Task prompt: In the material below, find every line containing the string "image" and return it.

"""

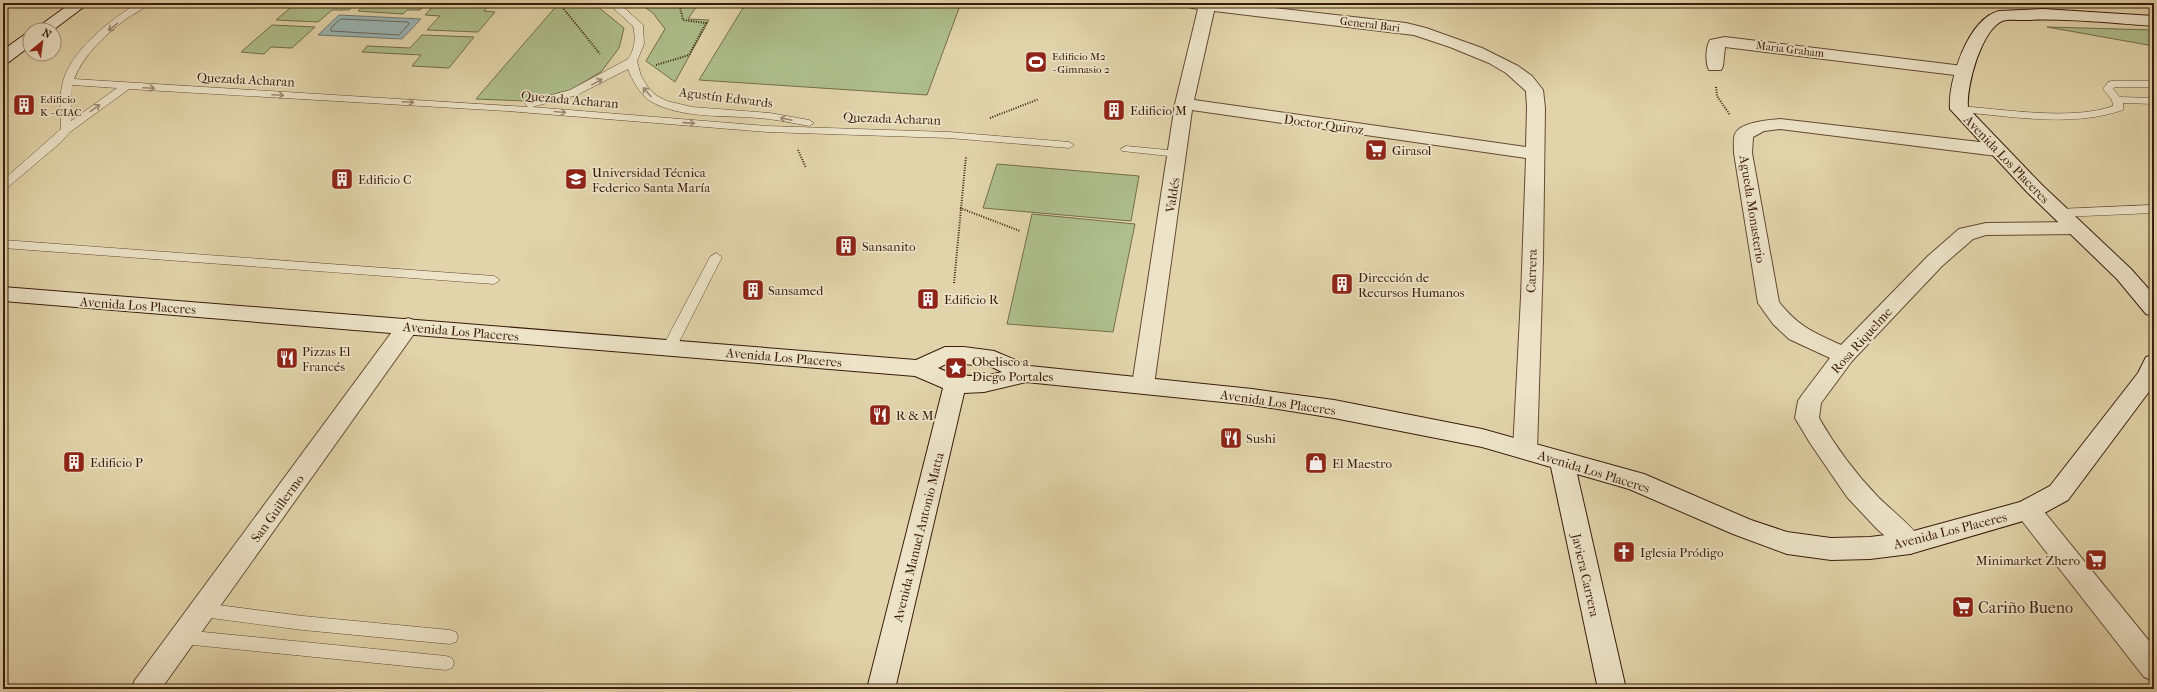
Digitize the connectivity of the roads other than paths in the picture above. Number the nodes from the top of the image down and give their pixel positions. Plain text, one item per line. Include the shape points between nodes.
1 (81, 3) edge
2 (144, 3) edge
3 (616, 3) edge
4 (1210, 4) edge
5 (2154, 21) edge
6 (54, 22) edge
7 (22, 44) edge
8 (3, 58) edge
9 (632, 62) junction
10 (1715, 66) road end
11 (1963, 71) junction
12 (68, 82) junction
13 (2154, 84) edge
14 (125, 86) junction
15 (1535, 92) joint
16 (2117, 100) junction
17 (2154, 101) edge
18 (1184, 104) junction
19 (507, 108) junction
20 (1959, 109) junction
21 (66, 130) junction
22 (838, 130) junction
23 (1069, 145) dead end
24 (1126, 149) dead end
25 (1997, 150) junction
26 (1178, 154) junction
27 (1535, 154) junction
28 (3, 186) edge
29 (2154, 209) edge
30 (2068, 221) junction
31 (3, 244) edge
32 (716, 256) dead end
33 (494, 280) dead end
34 (3, 294) edge
35 (2154, 309) edge
36 (408, 326) junction
37 (669, 348) junction
38 (1844, 355) junction
39 (919, 368) junction
40 (2152, 372) edge
41 (1026, 374) junction
42 (955, 384) junction
43 (1143, 385) junction
44 (1525, 450) junction
45 (1562, 460) junction
46 (2028, 510) junction
47 (1910, 543) junction
48 (203, 610) junction
49 (183, 637) junction
50 (450, 637) dead end
51 (446, 663) dead end
52 (2154, 668) edge
53 (145, 689) edge
54 (881, 689) edge
55 (1612, 689) edge

1 - 6 street
2 -> 12 lane via 82,54 72,69
3 - 9 lane via 623,14 638,26 641,36
4 - 15 street, General Bari via 1406,28 1426,33 1480,53 1508,67 1528,81
4 - 18 street, Valdés
5 - 11 street, Avenida Los Placeres via 2043,14 1999,16 1984,27
7 - 8 street
19 -> 9 lane via 565,97
22 -> 9 lane, Agustín Edwards via 770,116 697,110 668,104 653,98 644,88
10 - 11 street, Maria Graham via 1716,43 1725,42
11 - 20 street, Avenida Los Placeres via 1958,96
12 - 14 lane, Quezada Acharan
12 - 21 lane
13 - 16 lane via 2112,84 2108,90
14 -> 19 lane, Quezada Acharan
21 -> 14 lane
15 - 27 street, Carrera
16 - 17 lane
16 - 20 lane via 2119,108 2111,113 2061,116
18 - 26 street, Valdés
18 - 27 street, Doctor Quiroz
19 -> 22 lane, Quezada Acharan via 766,129
20 - 25 street, Avenida Los Placeres
21 - 28 lane
22 - 23 lane, Quezada Acharan
24 - 26 lane
25 - 30 street, Avenida Los Placeres
25 - 38 street, Agueda Monasterio via 1780,124 1760,126 1744,134 1743,153 1769,303 1797,334
26 - 43 street, Valdés
27 - 44 street, Carrera
29 - 30 lane
30 - 35 street, Avenida Los Placeres via 2124,274
30 - 38 street, Rosa Riquelme via 1986,229 1966,234 1935,261
31 - 33 lane
32 - 37 lane
34 - 36 street, Avenida Los Placeres
36 - 37 street, Avenida Los Placeres
36 - 48 street, San Guillermo
37 - 39 street, Avenida Los Placeres
38 - 47 street, Rosa Riquelme via 1810,401 1807,418 1856,490
39 - 41 street, Avenida Los Placeres via 945,355 964,355 994,359
39 - 42 street, Avenida Los Placeres
40 - 46 street, Avenida Los Placeres via 2059,493
41 - 42 street, Avenida Los Placeres via 992,384
41 - 43 street, Avenida Los Placeres
42 - 54 street, Avenida Manuel Antonio Matta
43 - 44 street, Avenida Los Placeres via 1334,409 1482,438
44 - 45 street, Avenida Los Placeres
45 - 47 street, Avenida Los Placeres via 1635,481 1742,527 1787,543 1831,549
45 - 55 street, Javiera Carrera
46 - 47 street, Avenida Los Placeres
46 - 52 street
48 - 49 street, San Guillermo
48 - 50 lane via 303,623
49 - 51 lane
49 - 53 street, San Guillermo

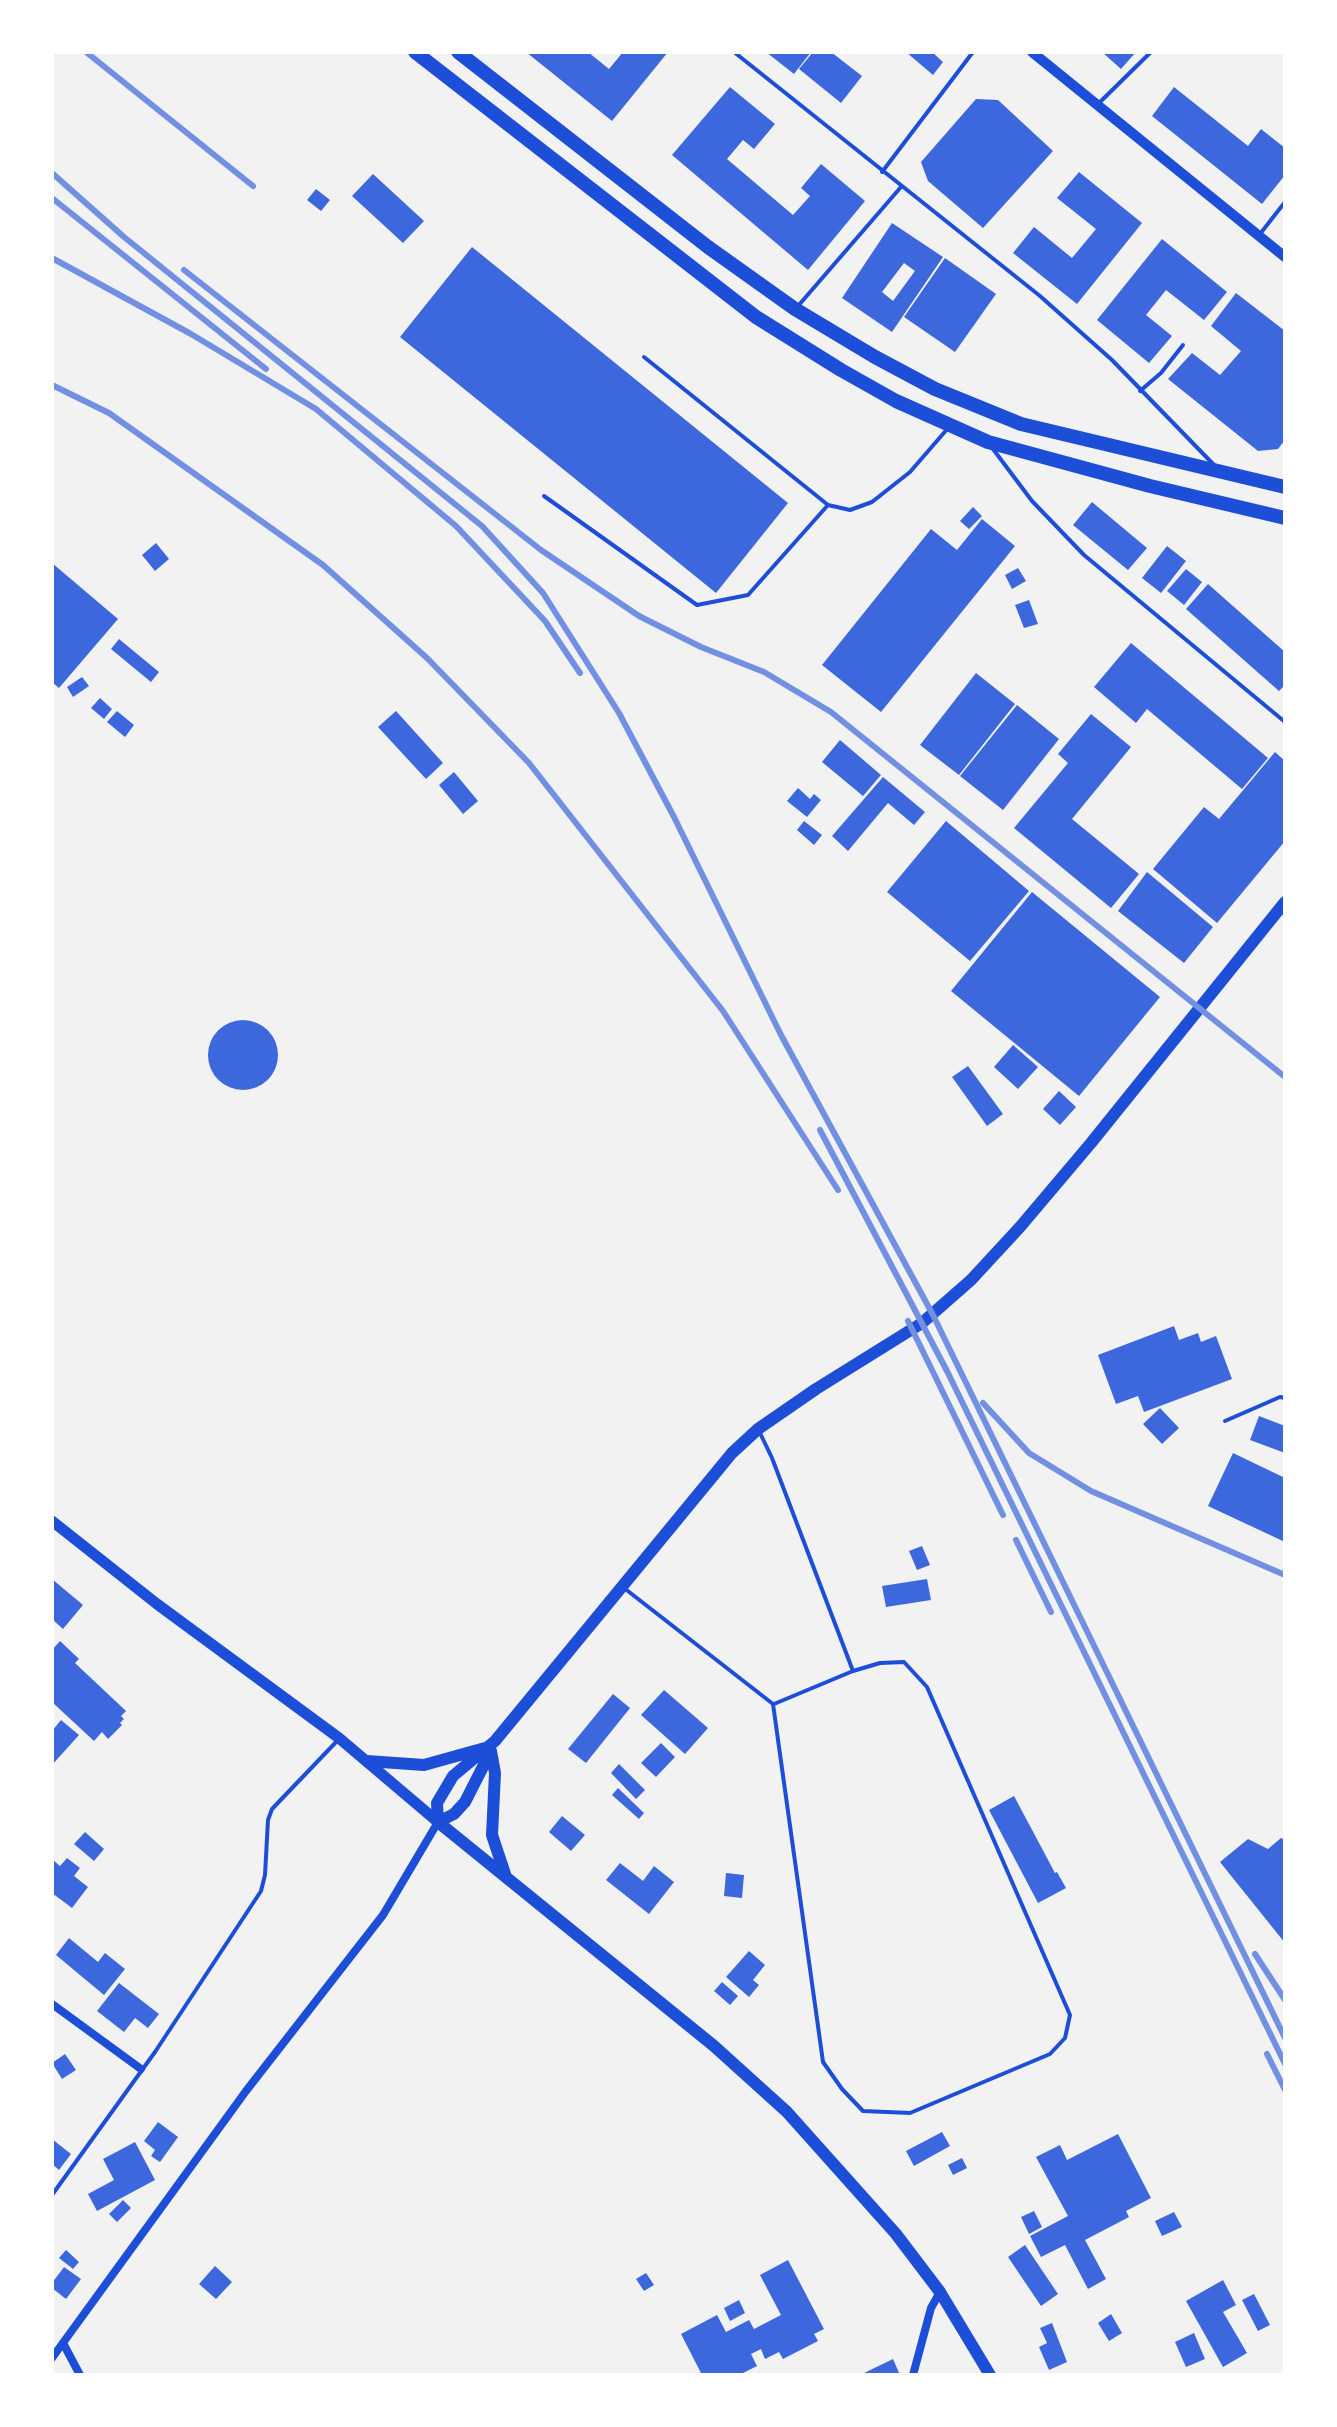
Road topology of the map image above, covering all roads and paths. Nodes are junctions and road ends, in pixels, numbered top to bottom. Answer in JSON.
{"nodes":[{"id":1,"x":415,"y":52,"type":"edge"},
{"id":2,"x":458,"y":52,"type":"edge"},
{"id":3,"x":734,"y":52,"type":"edge"},
{"id":4,"x":973,"y":52,"type":"edge"},
{"id":5,"x":1032,"y":52,"type":"edge"},
{"id":6,"x":1151,"y":52,"type":"edge"},
{"id":7,"x":1097,"y":105,"type":"junction"},
{"id":8,"x":882,"y":172,"type":"junction"},
{"id":9,"x":901,"y":187,"type":"junction"},
{"id":10,"x":1285,"y":202,"type":"edge"},
{"id":11,"x":1258,"y":236,"type":"junction"},
{"id":12,"x":1285,"y":257,"type":"edge"},
{"id":13,"x":795,"y":309,"type":"junction"},
{"id":14,"x":1183,"y":345,"type":"dead end"},
{"id":15,"x":644,"y":357,"type":"dead end"},
{"id":16,"x":1140,"y":391,"type":"junction"},
{"id":17,"x":950,"y":425,"type":"junction"},
{"id":18,"x":988,"y":442,"type":"junction"},
{"id":19,"x":1222,"y":474,"type":"junction"},
{"id":20,"x":1285,"y":487,"type":"edge"},
{"id":21,"x":544,"y":496,"type":"dead end"},
{"id":22,"x":828,"y":505,"type":"junction"},
{"id":23,"x":1285,"y":518,"type":"edge"},
{"id":24,"x":1285,"y":722,"type":"edge"},
{"id":25,"x":1285,"y":902,"type":"edge"},
{"id":26,"x":1285,"y":1398,"type":"edge"},
{"id":27,"x":1225,"y":1421,"type":"dead end"},
{"id":28,"x":758,"y":1429,"type":"junction"},
{"id":29,"x":52,"y":1521,"type":"edge"},
{"id":30,"x":622,"y":1586,"type":"junction"},
{"id":31,"x":853,"y":1671,"type":"junction"},
{"id":32,"x":773,"y":1704,"type":"junction"},
{"id":33,"x":339,"y":1738,"type":"junction"},
{"id":34,"x":492,"y":1747,"type":"junction"},
{"id":35,"x":367,"y":1761,"type":"junction"},
{"id":36,"x":438,"y":1822,"type":"junction"},
{"id":37,"x":507,"y":1879,"type":"junction"},
{"id":38,"x":52,"y":2004,"type":"edge"},
{"id":39,"x":141,"y":2069,"type":"junction"},
{"id":40,"x":52,"y":2195,"type":"edge"},
{"id":41,"x":940,"y":2292,"type":"junction"},
{"id":42,"x":63,"y":2343,"type":"junction"},
{"id":43,"x":52,"y":2358,"type":"edge"},
{"id":44,"x":80,"y":2375,"type":"edge"},
{"id":45,"x":913,"y":2375,"type":"edge"},
{"id":46,"x":990,"y":2375,"type":"edge"}],
"edges":[{"from":1,"to":17,"type":"highway"},
{"from":2,"to":13,"type":"highway"},
{"from":3,"to":8,"type":"lane"},
{"from":4,"to":8,"type":"lane"},
{"from":5,"to":7,"type":"street"},
{"from":6,"to":7,"type":"lane"},
{"from":7,"to":11,"type":"street"},
{"from":8,"to":9,"type":"lane"},
{"from":9,"to":13,"type":"lane"},
{"from":9,"to":16,"type":"lane"},
{"from":10,"to":11,"type":"lane"},
{"from":11,"to":12,"type":"street"},
{"from":13,"to":19,"type":"highway"},
{"from":14,"to":16,"type":"lane"},
{"from":15,"to":22,"type":"lane"},
{"from":16,"to":19,"type":"lane"},
{"from":17,"to":18,"type":"highway"},
{"from":17,"to":22,"type":"lane"},
{"from":18,"to":23,"type":"highway"},
{"from":18,"to":24,"type":"lane"},
{"from":19,"to":20,"type":"highway"},
{"from":21,"to":22,"type":"lane"},
{"from":25,"to":28,"type":"main road"},
{"from":26,"to":27,"type":"lane"},
{"from":28,"to":30,"type":"main road"},
{"from":28,"to":31,"type":"lane"},
{"from":29,"to":33,"type":"main road"},
{"from":30,"to":32,"type":"lane"},
{"from":30,"to":34,"type":"main road"},
{"from":31,"to":32,"type":"lane"},
{"from":31,"to":32,"type":"lane"},
{"from":33,"to":35,"type":"main road"},
{"from":33,"to":39,"type":"lane"},
{"from":34,"to":35,"type":"main road"},
{"from":34,"to":36,"type":"main road"},
{"from":34,"to":36,"type":"main road"},
{"from":34,"to":37,"type":"main road"},
{"from":35,"to":36,"type":"main road"},
{"from":36,"to":37,"type":"main road"},
{"from":36,"to":42,"type":"street"},
{"from":37,"to":41,"type":"main road"},
{"from":38,"to":39,"type":"street"},
{"from":39,"to":40,"type":"lane"},
{"from":41,"to":45,"type":"street"},
{"from":41,"to":46,"type":"main road"},
{"from":42,"to":43,"type":"street"},
{"from":42,"to":44,"type":"street"}]}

"""

Answer for this exercise:
Digitize the connectivity of the roads other than paths in the picture above. Number the nodes from the top of the image down and give their pixel positions. Plain text, one item per line. Include the shape points between nodes.
Road topology of the map image above, covering all roads and paths. Nodes are junctions and road ends, in pixels, numbered top to bottom. Answer in JSON.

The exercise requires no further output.